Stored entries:
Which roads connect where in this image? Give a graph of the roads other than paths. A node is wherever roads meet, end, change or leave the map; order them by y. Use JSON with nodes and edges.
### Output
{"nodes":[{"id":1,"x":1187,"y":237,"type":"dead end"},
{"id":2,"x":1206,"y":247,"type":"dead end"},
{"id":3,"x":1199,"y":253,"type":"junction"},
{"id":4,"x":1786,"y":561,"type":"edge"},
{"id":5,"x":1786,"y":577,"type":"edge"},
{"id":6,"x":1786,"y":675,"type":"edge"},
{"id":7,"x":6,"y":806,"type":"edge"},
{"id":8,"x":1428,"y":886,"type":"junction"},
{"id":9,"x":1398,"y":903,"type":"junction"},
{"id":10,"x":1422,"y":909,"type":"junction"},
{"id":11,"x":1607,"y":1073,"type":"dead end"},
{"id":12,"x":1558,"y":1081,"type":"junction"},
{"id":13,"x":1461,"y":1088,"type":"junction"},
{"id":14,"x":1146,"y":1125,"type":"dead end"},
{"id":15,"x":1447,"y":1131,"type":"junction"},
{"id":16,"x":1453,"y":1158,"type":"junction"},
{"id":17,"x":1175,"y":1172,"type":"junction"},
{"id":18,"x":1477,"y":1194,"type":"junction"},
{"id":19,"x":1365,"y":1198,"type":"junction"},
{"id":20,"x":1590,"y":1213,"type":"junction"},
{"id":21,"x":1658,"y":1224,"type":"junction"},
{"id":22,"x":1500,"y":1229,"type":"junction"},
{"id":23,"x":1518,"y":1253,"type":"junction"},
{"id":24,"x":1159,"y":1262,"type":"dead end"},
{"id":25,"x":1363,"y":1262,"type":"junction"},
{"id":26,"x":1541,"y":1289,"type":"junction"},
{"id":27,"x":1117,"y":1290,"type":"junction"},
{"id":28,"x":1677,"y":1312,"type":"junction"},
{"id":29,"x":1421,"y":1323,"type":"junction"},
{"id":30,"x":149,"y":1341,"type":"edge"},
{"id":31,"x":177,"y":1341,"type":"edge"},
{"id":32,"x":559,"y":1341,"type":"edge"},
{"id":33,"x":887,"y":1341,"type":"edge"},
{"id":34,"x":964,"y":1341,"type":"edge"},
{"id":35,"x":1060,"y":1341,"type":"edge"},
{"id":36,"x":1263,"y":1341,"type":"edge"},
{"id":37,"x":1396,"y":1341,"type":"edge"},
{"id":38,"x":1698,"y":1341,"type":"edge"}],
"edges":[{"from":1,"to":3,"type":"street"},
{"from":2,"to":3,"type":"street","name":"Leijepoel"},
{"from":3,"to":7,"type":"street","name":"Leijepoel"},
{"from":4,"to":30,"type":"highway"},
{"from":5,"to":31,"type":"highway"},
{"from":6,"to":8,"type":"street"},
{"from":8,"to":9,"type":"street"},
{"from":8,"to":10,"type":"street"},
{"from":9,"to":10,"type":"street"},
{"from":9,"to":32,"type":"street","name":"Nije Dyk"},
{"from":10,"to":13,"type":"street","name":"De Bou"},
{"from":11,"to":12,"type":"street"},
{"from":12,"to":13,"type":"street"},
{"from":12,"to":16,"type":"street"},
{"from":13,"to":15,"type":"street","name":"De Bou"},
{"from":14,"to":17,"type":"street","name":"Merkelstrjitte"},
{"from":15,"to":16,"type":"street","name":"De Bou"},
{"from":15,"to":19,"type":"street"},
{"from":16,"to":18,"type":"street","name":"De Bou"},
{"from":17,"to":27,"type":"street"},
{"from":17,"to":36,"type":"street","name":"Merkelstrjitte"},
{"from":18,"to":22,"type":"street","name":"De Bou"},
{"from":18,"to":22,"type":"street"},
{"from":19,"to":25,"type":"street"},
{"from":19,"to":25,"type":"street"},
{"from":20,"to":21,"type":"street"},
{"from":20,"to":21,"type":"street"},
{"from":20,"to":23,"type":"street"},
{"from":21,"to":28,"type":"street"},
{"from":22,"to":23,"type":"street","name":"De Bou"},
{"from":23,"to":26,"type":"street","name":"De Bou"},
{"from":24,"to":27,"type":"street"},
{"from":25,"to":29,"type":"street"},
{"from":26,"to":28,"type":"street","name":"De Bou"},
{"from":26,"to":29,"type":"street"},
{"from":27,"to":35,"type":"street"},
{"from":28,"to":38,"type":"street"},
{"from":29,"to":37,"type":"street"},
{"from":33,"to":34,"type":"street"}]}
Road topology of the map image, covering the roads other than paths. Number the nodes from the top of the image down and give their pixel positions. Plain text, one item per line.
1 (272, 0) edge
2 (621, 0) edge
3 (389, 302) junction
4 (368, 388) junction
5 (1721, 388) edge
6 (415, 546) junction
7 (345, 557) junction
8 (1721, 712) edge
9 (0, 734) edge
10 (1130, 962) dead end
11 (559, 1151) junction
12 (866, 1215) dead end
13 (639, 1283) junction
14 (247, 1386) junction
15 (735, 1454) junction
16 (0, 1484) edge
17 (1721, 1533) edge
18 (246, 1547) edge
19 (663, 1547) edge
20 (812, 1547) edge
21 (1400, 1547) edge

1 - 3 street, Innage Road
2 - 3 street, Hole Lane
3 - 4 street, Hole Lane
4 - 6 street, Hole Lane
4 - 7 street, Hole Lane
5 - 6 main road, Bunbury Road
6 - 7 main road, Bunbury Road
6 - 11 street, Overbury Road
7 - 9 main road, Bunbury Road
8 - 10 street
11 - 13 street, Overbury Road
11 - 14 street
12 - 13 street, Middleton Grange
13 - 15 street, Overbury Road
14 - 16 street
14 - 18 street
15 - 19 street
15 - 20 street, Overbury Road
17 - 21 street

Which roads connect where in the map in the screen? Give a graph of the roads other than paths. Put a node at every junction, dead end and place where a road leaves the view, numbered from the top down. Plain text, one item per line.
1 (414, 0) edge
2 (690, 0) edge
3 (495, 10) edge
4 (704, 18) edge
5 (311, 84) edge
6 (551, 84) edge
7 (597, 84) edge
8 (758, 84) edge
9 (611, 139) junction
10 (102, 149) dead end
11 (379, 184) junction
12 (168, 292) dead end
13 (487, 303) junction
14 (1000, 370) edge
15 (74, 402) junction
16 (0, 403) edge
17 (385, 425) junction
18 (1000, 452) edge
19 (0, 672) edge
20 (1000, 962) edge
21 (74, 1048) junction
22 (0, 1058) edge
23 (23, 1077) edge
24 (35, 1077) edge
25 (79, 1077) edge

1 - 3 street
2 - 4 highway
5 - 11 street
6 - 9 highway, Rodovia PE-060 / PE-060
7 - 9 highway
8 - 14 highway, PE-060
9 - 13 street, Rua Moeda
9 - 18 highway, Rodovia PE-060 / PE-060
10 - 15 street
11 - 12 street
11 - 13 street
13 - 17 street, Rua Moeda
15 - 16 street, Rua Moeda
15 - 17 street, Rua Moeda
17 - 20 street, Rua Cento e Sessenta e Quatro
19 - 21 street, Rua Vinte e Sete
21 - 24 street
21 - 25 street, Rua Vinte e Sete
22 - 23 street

#### Exercise objective:
In full and word for word, output the entries.

#### Reply to the exercise:
Which roads connect where in this image? Give a graph of the roads other than paths. A node is wherever roads meet, end, change or leave the map; order them by y. Use JSON with nodes and edges.
### Output
{"nodes":[{"id":1,"x":1187,"y":237,"type":"dead end"},
{"id":2,"x":1206,"y":247,"type":"dead end"},
{"id":3,"x":1199,"y":253,"type":"junction"},
{"id":4,"x":1786,"y":561,"type":"edge"},
{"id":5,"x":1786,"y":577,"type":"edge"},
{"id":6,"x":1786,"y":675,"type":"edge"},
{"id":7,"x":6,"y":806,"type":"edge"},
{"id":8,"x":1428,"y":886,"type":"junction"},
{"id":9,"x":1398,"y":903,"type":"junction"},
{"id":10,"x":1422,"y":909,"type":"junction"},
{"id":11,"x":1607,"y":1073,"type":"dead end"},
{"id":12,"x":1558,"y":1081,"type":"junction"},
{"id":13,"x":1461,"y":1088,"type":"junction"},
{"id":14,"x":1146,"y":1125,"type":"dead end"},
{"id":15,"x":1447,"y":1131,"type":"junction"},
{"id":16,"x":1453,"y":1158,"type":"junction"},
{"id":17,"x":1175,"y":1172,"type":"junction"},
{"id":18,"x":1477,"y":1194,"type":"junction"},
{"id":19,"x":1365,"y":1198,"type":"junction"},
{"id":20,"x":1590,"y":1213,"type":"junction"},
{"id":21,"x":1658,"y":1224,"type":"junction"},
{"id":22,"x":1500,"y":1229,"type":"junction"},
{"id":23,"x":1518,"y":1253,"type":"junction"},
{"id":24,"x":1159,"y":1262,"type":"dead end"},
{"id":25,"x":1363,"y":1262,"type":"junction"},
{"id":26,"x":1541,"y":1289,"type":"junction"},
{"id":27,"x":1117,"y":1290,"type":"junction"},
{"id":28,"x":1677,"y":1312,"type":"junction"},
{"id":29,"x":1421,"y":1323,"type":"junction"},
{"id":30,"x":149,"y":1341,"type":"edge"},
{"id":31,"x":177,"y":1341,"type":"edge"},
{"id":32,"x":559,"y":1341,"type":"edge"},
{"id":33,"x":887,"y":1341,"type":"edge"},
{"id":34,"x":964,"y":1341,"type":"edge"},
{"id":35,"x":1060,"y":1341,"type":"edge"},
{"id":36,"x":1263,"y":1341,"type":"edge"},
{"id":37,"x":1396,"y":1341,"type":"edge"},
{"id":38,"x":1698,"y":1341,"type":"edge"}],
"edges":[{"from":1,"to":3,"type":"street"},
{"from":2,"to":3,"type":"street","name":"Leijepoel"},
{"from":3,"to":7,"type":"street","name":"Leijepoel"},
{"from":4,"to":30,"type":"highway"},
{"from":5,"to":31,"type":"highway"},
{"from":6,"to":8,"type":"street"},
{"from":8,"to":9,"type":"street"},
{"from":8,"to":10,"type":"street"},
{"from":9,"to":10,"type":"street"},
{"from":9,"to":32,"type":"street","name":"Nije Dyk"},
{"from":10,"to":13,"type":"street","name":"De Bou"},
{"from":11,"to":12,"type":"street"},
{"from":12,"to":13,"type":"street"},
{"from":12,"to":16,"type":"street"},
{"from":13,"to":15,"type":"street","name":"De Bou"},
{"from":14,"to":17,"type":"street","name":"Merkelstrjitte"},
{"from":15,"to":16,"type":"street","name":"De Bou"},
{"from":15,"to":19,"type":"street"},
{"from":16,"to":18,"type":"street","name":"De Bou"},
{"from":17,"to":27,"type":"street"},
{"from":17,"to":36,"type":"street","name":"Merkelstrjitte"},
{"from":18,"to":22,"type":"street","name":"De Bou"},
{"from":18,"to":22,"type":"street"},
{"from":19,"to":25,"type":"street"},
{"from":19,"to":25,"type":"street"},
{"from":20,"to":21,"type":"street"},
{"from":20,"to":21,"type":"street"},
{"from":20,"to":23,"type":"street"},
{"from":21,"to":28,"type":"street"},
{"from":22,"to":23,"type":"street","name":"De Bou"},
{"from":23,"to":26,"type":"street","name":"De Bou"},
{"from":24,"to":27,"type":"street"},
{"from":25,"to":29,"type":"street"},
{"from":26,"to":28,"type":"street","name":"De Bou"},
{"from":26,"to":29,"type":"street"},
{"from":27,"to":35,"type":"street"},
{"from":28,"to":38,"type":"street"},
{"from":29,"to":37,"type":"street"},
{"from":33,"to":34,"type":"street"}]}
Road topology of the map image, covering the roads other than paths. Number the nodes from the top of the image down and give their pixel positions. Plain text, one item per line.
1 (272, 0) edge
2 (621, 0) edge
3 (389, 302) junction
4 (368, 388) junction
5 (1721, 388) edge
6 (415, 546) junction
7 (345, 557) junction
8 (1721, 712) edge
9 (0, 734) edge
10 (1130, 962) dead end
11 (559, 1151) junction
12 (866, 1215) dead end
13 (639, 1283) junction
14 (247, 1386) junction
15 (735, 1454) junction
16 (0, 1484) edge
17 (1721, 1533) edge
18 (246, 1547) edge
19 (663, 1547) edge
20 (812, 1547) edge
21 (1400, 1547) edge

1 - 3 street, Innage Road
2 - 3 street, Hole Lane
3 - 4 street, Hole Lane
4 - 6 street, Hole Lane
4 - 7 street, Hole Lane
5 - 6 main road, Bunbury Road
6 - 7 main road, Bunbury Road
6 - 11 street, Overbury Road
7 - 9 main road, Bunbury Road
8 - 10 street
11 - 13 street, Overbury Road
11 - 14 street
12 - 13 street, Middleton Grange
13 - 15 street, Overbury Road
14 - 16 street
14 - 18 street
15 - 19 street
15 - 20 street, Overbury Road
17 - 21 street

Which roads connect where in the map in the screen? Give a graph of the roads other than paths. Put a node at every junction, dead end and place where a road leaves the view, numbered from the top down. Plain text, one item per line.
1 (414, 0) edge
2 (690, 0) edge
3 (495, 10) edge
4 (704, 18) edge
5 (311, 84) edge
6 (551, 84) edge
7 (597, 84) edge
8 (758, 84) edge
9 (611, 139) junction
10 (102, 149) dead end
11 (379, 184) junction
12 (168, 292) dead end
13 (487, 303) junction
14 (1000, 370) edge
15 (74, 402) junction
16 (0, 403) edge
17 (385, 425) junction
18 (1000, 452) edge
19 (0, 672) edge
20 (1000, 962) edge
21 (74, 1048) junction
22 (0, 1058) edge
23 (23, 1077) edge
24 (35, 1077) edge
25 (79, 1077) edge

1 - 3 street
2 - 4 highway
5 - 11 street
6 - 9 highway, Rodovia PE-060 / PE-060
7 - 9 highway
8 - 14 highway, PE-060
9 - 13 street, Rua Moeda
9 - 18 highway, Rodovia PE-060 / PE-060
10 - 15 street
11 - 12 street
11 - 13 street
13 - 17 street, Rua Moeda
15 - 16 street, Rua Moeda
15 - 17 street, Rua Moeda
17 - 20 street, Rua Cento e Sessenta e Quatro
19 - 21 street, Rua Vinte e Sete
21 - 24 street
21 - 25 street, Rua Vinte e Sete
22 - 23 street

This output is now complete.